I've run into this issue in my attribute library as well 
(https://github.com/Crell/AttributeUtils).  What I do there is allow attributes 
to opt-in to a callback method via interface.  For example:

#[\Attribute]
class AttribWithName implements FromReflectionClass 
{
    public readonly string $name;
    
    public function __construct(?string $name = null) 
    {
        if ($name) {
            $this->name = $name;
        }
    }
    
    public function fromReflection(\ReflectionClass $subject): void
    {
        $this->name ??= $subject->getShortName();
    }
}

(Side note: This is why static analysis tools that forbid writing to readonly 
properties except from the constructor are wrong; it's also an example of where 
asymmetric visibility would be superior to readonly.  But I digress.)

My preference would be for something along those lines to be implemented in 
core.

Importantly, we *MUST NOT* design it such that the reflection object gets 
assigned to a property of the attribute.  Reflection objects are not 
serializable.  Attributes will frequently be cached.  That means it forces the 
attribute author to make the property nullable AND then unset it sometime 
before the attribute gets serialized, or it will break.  That's a no-go.
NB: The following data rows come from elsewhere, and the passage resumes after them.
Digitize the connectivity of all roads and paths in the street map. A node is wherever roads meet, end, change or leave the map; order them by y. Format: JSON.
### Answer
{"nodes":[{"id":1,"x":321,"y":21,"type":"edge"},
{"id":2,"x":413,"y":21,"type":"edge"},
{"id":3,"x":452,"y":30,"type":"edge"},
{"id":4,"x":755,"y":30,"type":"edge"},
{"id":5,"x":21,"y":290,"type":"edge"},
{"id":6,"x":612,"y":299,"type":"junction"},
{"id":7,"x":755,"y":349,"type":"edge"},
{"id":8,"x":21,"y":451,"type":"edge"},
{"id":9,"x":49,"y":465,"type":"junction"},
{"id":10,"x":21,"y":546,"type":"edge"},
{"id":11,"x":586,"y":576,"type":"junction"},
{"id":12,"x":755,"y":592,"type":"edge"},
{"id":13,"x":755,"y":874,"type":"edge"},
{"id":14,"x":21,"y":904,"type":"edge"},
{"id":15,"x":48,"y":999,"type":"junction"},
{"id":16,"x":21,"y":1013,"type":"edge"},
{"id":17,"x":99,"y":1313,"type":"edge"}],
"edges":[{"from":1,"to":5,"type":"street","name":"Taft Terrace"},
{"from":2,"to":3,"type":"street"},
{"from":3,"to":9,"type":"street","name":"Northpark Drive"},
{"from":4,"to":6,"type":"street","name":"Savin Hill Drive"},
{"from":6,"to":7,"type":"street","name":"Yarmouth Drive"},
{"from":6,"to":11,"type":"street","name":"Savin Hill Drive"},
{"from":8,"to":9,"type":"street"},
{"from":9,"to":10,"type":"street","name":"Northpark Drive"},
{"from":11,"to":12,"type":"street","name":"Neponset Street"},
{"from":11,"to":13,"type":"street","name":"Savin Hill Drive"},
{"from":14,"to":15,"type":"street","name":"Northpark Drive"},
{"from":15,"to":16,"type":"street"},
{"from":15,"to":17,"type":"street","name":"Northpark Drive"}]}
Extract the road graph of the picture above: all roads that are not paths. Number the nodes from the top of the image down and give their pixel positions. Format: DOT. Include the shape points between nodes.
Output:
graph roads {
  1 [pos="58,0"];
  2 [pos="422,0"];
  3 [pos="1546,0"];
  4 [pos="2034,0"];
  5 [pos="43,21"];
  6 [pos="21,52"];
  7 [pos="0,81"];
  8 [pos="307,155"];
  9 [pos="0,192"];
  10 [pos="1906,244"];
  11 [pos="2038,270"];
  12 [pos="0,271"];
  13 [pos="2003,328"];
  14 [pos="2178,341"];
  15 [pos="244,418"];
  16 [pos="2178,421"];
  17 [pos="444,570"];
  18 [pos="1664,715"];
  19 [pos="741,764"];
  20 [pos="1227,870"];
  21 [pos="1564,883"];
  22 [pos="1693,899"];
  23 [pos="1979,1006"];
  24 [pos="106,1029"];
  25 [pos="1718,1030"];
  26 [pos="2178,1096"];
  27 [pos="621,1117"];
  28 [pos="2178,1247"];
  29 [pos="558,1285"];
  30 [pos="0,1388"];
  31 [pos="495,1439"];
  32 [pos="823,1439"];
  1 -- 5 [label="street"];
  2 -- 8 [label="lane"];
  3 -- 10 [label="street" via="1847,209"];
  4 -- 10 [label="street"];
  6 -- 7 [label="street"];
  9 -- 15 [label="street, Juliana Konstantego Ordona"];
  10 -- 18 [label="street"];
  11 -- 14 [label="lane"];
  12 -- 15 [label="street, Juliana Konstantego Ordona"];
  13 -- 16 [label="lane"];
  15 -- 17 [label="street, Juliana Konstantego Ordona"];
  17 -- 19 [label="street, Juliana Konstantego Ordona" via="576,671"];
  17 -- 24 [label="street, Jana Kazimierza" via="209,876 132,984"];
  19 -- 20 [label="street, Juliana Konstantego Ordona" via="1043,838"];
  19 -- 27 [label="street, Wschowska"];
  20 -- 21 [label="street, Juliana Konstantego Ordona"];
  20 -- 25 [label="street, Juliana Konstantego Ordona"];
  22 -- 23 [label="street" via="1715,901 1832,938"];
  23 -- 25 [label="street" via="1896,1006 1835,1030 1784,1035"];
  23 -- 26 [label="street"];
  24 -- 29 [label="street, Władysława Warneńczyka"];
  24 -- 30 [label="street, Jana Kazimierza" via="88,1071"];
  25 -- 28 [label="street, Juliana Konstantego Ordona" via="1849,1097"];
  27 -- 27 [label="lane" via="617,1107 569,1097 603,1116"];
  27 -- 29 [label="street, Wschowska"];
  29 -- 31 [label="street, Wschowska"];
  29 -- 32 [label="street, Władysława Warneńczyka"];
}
That's why I think an opt-in interface is the way to go.  It also avoids any 
confusion around the constructor parameters, which is, based on this thread, a 
confusing area. :-)

My second preference would be the ReflectionAttribute::inProgress() call in the 
constructor, or something like that.  I like that less because it's a stateful 
call, but it would also reduce the issue with readonly properties (as in the 
example above) by making both alternatives available in the constructor, so 
maybe it's an acceptable tradeoff.

I can see an argument either direction here.